Aim of the exercise – In the records below, find the lines that include "above" and copy each.

Materials provided –
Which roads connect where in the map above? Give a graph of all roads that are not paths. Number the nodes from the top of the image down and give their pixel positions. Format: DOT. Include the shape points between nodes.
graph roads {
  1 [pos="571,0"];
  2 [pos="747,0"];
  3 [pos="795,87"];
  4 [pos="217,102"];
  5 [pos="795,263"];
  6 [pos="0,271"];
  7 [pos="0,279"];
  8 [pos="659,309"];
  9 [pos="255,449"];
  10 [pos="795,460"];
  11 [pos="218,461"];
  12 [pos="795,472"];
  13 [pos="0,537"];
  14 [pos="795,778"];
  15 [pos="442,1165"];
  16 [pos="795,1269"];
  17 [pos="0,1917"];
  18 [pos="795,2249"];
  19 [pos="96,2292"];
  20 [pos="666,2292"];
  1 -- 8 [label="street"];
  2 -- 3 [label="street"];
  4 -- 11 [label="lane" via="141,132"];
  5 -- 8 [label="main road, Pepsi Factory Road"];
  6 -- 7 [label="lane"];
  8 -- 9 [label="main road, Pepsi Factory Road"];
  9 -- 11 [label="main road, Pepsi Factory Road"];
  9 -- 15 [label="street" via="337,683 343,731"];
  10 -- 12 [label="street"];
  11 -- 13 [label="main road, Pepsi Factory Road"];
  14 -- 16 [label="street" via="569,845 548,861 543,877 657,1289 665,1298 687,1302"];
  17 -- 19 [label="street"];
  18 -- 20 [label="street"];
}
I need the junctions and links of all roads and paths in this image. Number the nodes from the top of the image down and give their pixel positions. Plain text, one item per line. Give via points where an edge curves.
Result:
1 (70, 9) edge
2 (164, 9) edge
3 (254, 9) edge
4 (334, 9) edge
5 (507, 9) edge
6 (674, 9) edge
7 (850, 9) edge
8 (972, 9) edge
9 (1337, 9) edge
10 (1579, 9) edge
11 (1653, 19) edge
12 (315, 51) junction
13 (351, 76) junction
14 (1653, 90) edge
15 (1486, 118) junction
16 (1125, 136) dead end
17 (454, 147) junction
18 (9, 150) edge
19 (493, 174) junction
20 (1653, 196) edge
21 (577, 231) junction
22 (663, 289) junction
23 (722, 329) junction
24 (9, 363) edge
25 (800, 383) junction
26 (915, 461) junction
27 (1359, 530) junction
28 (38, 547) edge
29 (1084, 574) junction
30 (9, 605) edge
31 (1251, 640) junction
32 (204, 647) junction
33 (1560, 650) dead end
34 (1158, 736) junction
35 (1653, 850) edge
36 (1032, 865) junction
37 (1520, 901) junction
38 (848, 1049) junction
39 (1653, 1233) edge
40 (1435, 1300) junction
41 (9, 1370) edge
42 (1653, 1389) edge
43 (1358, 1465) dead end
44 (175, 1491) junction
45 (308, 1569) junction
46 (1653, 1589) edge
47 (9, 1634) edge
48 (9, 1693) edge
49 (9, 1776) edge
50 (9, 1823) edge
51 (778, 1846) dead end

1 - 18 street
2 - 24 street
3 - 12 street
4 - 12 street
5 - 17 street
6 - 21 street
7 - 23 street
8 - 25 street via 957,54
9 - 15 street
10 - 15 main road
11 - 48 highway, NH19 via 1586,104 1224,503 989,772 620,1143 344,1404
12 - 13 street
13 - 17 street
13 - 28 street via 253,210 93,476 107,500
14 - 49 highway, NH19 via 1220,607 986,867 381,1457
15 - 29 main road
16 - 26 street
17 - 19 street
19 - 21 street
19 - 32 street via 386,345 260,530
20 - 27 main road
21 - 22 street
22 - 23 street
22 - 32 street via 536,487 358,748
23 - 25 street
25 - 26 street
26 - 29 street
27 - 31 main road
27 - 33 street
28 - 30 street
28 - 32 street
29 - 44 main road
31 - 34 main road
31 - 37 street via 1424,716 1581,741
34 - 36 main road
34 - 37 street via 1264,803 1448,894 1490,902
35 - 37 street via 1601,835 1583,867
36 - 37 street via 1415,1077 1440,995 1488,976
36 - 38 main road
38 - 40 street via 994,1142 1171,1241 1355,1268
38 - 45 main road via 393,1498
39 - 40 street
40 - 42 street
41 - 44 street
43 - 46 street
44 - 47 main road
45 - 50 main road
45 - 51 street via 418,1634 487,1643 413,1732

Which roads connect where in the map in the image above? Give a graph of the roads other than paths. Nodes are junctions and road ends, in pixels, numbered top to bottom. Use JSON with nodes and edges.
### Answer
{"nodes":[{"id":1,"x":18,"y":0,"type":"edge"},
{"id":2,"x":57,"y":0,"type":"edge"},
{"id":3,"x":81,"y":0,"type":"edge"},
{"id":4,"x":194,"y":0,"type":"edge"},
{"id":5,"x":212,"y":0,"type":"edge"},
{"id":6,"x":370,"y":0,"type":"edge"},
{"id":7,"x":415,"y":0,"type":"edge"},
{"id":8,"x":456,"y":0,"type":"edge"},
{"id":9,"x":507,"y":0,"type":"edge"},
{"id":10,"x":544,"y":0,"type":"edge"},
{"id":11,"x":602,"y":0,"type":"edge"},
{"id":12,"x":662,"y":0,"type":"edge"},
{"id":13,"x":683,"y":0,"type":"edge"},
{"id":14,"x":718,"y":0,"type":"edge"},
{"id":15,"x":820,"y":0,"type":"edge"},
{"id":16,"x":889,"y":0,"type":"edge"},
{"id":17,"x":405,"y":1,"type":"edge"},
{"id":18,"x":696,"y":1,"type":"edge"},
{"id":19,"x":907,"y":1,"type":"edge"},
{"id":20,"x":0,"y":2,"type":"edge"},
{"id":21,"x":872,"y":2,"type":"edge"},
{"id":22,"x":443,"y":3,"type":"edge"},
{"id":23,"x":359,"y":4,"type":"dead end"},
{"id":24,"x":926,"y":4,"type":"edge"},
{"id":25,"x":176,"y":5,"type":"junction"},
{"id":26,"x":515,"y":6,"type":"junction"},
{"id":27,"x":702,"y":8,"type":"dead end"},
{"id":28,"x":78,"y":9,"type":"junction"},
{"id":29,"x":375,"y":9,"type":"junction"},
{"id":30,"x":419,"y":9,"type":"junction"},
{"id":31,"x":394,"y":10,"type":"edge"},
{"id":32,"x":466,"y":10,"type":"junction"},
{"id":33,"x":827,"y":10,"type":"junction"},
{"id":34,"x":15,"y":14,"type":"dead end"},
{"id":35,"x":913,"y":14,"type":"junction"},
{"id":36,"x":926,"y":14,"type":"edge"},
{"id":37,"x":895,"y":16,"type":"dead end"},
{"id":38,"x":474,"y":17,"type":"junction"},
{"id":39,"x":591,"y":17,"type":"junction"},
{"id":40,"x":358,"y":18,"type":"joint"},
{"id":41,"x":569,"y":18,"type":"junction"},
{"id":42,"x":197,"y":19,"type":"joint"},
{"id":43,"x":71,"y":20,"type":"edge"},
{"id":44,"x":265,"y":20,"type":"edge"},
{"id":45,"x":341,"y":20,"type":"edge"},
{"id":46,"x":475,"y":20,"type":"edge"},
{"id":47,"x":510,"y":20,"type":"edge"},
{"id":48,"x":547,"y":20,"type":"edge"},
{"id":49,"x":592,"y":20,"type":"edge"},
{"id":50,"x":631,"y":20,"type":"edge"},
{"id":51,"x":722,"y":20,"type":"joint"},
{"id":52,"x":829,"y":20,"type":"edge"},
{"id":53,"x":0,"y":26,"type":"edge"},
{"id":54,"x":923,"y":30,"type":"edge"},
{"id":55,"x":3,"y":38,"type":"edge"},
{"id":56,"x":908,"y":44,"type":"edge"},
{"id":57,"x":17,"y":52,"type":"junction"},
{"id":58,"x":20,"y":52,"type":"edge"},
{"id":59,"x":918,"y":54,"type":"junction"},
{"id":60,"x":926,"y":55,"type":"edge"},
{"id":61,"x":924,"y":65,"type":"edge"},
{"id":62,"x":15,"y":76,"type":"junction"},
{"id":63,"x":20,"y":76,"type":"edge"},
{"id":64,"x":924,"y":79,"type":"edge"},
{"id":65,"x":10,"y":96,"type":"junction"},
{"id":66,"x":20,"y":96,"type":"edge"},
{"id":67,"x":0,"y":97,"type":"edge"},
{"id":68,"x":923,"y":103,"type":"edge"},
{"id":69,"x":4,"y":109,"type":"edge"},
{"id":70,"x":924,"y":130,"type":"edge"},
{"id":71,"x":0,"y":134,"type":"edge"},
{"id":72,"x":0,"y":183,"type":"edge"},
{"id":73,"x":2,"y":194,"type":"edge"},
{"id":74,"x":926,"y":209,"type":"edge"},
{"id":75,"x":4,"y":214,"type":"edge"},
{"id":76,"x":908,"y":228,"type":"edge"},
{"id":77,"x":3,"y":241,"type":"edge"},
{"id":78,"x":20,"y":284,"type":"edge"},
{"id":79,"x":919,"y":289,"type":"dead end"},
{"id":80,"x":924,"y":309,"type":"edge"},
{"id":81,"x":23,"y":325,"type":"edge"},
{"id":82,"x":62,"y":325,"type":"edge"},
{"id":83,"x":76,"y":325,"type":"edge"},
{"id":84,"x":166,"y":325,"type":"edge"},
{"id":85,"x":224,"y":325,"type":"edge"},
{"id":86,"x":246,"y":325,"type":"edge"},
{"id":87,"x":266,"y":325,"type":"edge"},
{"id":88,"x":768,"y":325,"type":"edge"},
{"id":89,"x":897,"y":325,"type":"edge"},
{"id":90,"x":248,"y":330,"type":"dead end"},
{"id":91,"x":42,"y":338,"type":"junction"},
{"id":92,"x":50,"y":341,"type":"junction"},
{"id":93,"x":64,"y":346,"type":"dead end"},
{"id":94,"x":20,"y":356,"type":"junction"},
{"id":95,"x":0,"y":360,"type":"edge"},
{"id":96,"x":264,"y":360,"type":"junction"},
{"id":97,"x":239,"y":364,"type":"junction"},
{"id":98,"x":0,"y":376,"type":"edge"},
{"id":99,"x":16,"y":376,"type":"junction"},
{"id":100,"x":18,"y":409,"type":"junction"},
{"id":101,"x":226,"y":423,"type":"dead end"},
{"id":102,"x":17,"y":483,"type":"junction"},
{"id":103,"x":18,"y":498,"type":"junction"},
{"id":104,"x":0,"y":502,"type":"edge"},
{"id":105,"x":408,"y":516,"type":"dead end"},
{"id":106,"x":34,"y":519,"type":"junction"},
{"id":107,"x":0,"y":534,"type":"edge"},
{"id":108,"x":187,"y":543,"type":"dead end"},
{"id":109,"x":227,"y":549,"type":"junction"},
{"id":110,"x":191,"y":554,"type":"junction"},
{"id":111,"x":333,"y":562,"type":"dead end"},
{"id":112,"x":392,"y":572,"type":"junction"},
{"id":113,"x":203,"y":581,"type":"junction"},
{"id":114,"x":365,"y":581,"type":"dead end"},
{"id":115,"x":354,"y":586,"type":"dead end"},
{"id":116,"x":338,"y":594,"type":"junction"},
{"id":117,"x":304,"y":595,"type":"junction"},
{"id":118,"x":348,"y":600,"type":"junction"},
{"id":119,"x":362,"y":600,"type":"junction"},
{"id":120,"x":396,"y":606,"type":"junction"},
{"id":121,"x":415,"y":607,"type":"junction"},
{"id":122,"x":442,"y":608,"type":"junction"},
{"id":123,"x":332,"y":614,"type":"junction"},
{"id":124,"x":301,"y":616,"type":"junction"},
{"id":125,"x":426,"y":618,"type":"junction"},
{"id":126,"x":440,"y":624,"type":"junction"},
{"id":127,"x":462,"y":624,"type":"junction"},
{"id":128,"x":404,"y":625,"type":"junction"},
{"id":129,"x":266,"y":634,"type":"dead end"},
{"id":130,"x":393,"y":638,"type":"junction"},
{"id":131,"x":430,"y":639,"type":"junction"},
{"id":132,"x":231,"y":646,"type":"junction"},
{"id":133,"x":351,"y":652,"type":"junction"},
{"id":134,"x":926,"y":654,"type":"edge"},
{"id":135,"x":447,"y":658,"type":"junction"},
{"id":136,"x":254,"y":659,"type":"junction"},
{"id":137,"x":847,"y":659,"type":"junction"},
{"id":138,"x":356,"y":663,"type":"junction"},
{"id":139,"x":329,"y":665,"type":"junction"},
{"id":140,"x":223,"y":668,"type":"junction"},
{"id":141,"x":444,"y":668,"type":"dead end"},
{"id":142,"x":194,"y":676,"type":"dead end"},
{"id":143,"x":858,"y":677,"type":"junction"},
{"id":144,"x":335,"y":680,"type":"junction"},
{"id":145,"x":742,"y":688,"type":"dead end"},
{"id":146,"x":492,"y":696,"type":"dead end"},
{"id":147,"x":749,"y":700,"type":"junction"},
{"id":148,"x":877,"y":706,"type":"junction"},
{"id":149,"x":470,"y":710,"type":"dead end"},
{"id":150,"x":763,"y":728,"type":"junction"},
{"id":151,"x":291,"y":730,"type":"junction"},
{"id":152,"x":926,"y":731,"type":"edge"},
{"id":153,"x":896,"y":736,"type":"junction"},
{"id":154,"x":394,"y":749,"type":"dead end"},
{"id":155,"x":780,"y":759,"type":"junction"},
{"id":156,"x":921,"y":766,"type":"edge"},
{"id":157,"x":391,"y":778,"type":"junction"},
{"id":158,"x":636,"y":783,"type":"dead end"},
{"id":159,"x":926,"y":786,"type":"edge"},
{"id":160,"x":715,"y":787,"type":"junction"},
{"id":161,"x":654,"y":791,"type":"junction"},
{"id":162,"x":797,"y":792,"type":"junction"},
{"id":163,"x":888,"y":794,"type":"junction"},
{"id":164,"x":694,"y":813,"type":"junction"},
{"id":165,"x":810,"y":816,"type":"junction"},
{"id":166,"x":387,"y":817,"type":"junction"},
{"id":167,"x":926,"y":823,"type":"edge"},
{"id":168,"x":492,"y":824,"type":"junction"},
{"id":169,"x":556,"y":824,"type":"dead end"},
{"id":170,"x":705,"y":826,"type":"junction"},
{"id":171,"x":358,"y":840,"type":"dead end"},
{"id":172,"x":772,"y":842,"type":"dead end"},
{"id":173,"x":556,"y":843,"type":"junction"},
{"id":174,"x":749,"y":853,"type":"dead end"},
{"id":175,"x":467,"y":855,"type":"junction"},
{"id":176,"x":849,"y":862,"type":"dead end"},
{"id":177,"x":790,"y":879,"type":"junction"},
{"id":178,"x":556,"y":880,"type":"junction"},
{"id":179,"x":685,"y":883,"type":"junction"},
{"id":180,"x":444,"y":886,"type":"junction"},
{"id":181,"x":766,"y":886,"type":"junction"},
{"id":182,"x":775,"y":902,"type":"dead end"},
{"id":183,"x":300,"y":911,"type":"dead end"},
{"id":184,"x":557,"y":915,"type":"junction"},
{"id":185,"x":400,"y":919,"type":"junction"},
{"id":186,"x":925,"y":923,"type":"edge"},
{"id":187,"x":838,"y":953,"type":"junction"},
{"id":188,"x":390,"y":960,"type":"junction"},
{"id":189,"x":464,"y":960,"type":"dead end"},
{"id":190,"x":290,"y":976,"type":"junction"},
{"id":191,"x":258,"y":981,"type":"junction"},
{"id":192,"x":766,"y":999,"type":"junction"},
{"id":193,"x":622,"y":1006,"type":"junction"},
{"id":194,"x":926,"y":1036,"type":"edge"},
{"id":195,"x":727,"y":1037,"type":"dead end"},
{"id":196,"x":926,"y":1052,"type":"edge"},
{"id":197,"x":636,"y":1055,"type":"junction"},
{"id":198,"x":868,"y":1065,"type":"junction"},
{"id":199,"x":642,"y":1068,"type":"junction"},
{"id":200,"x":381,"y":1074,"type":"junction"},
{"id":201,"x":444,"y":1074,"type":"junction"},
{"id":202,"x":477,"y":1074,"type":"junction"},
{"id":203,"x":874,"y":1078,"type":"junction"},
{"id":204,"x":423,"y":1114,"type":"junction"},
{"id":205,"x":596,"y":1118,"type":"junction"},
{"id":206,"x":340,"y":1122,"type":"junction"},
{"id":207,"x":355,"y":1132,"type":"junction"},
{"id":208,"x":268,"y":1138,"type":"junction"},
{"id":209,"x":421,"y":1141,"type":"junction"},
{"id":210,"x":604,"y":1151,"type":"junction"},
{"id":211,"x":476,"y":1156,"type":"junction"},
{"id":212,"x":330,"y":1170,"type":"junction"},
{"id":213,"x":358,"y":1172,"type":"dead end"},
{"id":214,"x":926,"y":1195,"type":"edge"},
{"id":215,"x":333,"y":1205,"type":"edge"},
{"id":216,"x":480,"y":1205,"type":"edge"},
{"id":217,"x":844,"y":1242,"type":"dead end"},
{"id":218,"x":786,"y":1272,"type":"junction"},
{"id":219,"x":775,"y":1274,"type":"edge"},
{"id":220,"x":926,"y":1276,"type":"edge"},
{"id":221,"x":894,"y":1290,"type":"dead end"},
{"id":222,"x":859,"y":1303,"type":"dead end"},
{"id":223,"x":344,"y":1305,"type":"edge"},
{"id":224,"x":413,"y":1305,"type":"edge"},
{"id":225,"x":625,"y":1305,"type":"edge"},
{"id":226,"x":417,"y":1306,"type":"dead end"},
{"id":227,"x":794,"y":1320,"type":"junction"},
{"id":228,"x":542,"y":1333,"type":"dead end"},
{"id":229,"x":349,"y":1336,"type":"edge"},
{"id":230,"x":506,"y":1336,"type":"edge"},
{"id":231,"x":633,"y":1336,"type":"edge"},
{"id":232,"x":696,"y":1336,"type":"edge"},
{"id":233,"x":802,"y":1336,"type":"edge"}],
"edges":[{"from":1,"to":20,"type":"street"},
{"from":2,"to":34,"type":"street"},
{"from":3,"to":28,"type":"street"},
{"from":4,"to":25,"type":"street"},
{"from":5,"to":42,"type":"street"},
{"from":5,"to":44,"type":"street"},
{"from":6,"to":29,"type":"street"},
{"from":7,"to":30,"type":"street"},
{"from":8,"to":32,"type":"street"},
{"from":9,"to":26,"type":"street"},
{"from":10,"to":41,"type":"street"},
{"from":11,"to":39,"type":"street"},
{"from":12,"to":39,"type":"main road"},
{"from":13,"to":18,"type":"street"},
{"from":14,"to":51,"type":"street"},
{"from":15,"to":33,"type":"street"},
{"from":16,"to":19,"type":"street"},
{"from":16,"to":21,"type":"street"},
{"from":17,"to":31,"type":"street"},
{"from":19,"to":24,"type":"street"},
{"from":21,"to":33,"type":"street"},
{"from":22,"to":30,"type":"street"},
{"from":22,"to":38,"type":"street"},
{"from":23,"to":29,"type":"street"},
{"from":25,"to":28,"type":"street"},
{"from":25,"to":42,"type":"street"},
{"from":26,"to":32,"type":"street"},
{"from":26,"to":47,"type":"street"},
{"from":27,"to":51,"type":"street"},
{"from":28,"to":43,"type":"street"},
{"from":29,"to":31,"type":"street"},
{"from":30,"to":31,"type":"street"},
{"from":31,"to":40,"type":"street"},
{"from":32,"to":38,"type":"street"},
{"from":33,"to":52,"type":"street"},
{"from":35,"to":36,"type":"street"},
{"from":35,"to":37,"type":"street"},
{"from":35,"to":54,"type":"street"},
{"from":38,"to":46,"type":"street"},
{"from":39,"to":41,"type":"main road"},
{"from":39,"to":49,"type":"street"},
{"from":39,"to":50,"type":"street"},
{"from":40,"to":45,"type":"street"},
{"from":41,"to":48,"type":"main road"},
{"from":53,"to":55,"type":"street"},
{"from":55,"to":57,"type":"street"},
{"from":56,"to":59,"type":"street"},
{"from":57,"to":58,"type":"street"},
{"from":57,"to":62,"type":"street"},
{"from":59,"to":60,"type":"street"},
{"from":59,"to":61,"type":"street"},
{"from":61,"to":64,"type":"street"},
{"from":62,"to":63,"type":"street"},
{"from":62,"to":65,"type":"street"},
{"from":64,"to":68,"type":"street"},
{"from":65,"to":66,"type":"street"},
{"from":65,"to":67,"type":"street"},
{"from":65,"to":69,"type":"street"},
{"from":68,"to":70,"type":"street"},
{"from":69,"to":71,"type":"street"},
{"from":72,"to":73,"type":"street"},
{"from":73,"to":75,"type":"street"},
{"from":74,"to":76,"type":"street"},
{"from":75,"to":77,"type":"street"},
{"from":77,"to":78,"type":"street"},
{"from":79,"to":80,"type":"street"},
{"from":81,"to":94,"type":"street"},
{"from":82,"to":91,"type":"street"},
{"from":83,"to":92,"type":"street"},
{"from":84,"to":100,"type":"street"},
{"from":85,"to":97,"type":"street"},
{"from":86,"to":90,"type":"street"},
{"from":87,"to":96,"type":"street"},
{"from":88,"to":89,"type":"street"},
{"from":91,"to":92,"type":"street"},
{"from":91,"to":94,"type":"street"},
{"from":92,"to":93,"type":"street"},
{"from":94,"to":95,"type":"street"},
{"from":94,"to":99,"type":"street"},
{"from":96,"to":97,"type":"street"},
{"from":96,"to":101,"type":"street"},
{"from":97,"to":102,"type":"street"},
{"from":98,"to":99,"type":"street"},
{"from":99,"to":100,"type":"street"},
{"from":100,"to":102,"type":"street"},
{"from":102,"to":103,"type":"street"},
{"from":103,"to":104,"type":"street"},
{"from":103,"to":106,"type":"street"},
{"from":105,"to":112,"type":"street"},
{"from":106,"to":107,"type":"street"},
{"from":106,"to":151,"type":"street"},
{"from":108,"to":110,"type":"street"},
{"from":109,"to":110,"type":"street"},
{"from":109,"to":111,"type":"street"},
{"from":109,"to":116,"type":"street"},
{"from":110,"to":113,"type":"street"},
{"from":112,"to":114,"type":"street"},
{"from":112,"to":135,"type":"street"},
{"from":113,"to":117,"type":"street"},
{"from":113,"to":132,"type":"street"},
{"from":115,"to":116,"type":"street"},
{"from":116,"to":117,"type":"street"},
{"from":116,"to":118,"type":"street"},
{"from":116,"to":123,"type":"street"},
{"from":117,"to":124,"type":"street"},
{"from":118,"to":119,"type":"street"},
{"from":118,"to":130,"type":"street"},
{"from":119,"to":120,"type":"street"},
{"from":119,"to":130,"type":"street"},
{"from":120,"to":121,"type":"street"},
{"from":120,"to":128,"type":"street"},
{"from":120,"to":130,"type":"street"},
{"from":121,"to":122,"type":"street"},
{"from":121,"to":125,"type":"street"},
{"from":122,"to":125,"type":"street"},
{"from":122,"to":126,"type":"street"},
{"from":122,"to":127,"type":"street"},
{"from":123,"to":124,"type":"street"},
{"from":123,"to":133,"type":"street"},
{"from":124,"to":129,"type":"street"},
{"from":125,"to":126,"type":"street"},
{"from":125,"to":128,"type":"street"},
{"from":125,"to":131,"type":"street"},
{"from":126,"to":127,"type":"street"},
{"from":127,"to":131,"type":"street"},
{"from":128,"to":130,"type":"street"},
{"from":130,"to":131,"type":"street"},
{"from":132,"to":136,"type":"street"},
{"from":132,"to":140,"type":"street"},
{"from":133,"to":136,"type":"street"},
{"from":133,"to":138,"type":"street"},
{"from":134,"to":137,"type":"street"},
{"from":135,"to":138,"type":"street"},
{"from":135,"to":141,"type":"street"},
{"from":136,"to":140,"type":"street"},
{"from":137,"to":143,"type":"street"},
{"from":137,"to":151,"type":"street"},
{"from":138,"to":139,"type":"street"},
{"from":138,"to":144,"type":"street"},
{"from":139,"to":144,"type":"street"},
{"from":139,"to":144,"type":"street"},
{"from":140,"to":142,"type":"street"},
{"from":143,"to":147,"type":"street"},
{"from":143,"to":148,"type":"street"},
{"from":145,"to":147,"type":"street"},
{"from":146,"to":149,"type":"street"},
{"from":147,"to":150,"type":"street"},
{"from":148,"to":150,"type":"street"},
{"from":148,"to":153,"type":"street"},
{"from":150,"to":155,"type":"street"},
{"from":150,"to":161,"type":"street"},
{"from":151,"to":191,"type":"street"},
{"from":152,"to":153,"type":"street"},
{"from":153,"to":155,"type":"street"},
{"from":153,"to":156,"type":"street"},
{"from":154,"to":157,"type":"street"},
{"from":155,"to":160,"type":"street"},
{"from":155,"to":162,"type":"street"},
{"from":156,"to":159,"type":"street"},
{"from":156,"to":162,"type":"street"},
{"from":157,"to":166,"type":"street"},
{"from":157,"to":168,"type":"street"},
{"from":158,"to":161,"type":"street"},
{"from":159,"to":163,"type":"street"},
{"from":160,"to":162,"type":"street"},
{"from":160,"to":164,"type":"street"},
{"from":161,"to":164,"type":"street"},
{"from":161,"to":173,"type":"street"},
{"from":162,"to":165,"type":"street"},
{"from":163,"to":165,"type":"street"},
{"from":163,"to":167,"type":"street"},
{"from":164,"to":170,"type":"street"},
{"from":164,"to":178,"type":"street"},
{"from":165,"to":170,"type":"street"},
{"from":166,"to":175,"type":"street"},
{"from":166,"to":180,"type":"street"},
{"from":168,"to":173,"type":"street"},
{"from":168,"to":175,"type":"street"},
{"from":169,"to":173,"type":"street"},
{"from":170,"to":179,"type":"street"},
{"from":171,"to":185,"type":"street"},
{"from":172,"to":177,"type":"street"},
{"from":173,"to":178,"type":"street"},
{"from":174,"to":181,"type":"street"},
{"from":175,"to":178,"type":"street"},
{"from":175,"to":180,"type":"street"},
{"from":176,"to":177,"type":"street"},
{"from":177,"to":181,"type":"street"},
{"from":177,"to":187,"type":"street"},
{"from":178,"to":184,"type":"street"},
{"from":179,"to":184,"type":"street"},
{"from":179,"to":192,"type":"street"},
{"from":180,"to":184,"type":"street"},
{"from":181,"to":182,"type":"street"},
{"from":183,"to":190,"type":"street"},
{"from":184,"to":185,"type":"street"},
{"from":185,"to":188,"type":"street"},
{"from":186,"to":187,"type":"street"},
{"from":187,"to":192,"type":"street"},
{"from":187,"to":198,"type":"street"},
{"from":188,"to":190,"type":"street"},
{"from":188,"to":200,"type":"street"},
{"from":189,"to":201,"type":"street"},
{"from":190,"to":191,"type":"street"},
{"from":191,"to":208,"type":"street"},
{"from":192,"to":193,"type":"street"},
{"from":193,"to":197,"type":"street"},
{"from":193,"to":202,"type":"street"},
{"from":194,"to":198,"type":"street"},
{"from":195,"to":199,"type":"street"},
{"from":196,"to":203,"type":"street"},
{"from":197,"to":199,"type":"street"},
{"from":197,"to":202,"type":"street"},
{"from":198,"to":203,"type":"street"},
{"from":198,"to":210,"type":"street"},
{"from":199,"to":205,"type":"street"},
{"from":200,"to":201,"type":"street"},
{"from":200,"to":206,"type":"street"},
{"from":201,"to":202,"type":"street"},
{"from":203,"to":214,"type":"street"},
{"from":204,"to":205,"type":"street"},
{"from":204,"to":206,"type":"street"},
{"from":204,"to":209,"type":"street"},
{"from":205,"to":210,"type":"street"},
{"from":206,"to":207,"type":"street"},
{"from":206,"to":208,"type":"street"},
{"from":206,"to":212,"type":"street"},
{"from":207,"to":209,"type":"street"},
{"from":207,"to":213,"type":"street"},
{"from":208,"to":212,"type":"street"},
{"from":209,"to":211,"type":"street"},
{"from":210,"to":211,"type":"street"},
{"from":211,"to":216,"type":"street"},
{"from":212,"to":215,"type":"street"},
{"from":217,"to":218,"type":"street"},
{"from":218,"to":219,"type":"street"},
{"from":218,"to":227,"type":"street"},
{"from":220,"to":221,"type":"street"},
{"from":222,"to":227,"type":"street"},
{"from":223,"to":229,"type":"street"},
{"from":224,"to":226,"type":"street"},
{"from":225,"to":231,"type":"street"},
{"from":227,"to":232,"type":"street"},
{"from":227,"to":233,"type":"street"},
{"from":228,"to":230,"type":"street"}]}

The answer –
Which roads connect where in the map above? Give a graph of all roads that are not paths. Number the nodes from the top of the image down and give their pixel positions. Format: DOT. Include the shape points between nodes.
Which roads connect where in the map in the image above? Give a graph of the roads other than paths. Nodes are junctions and road ends, in pixels, numbered top to bottom. Use JSON with nodes and edges.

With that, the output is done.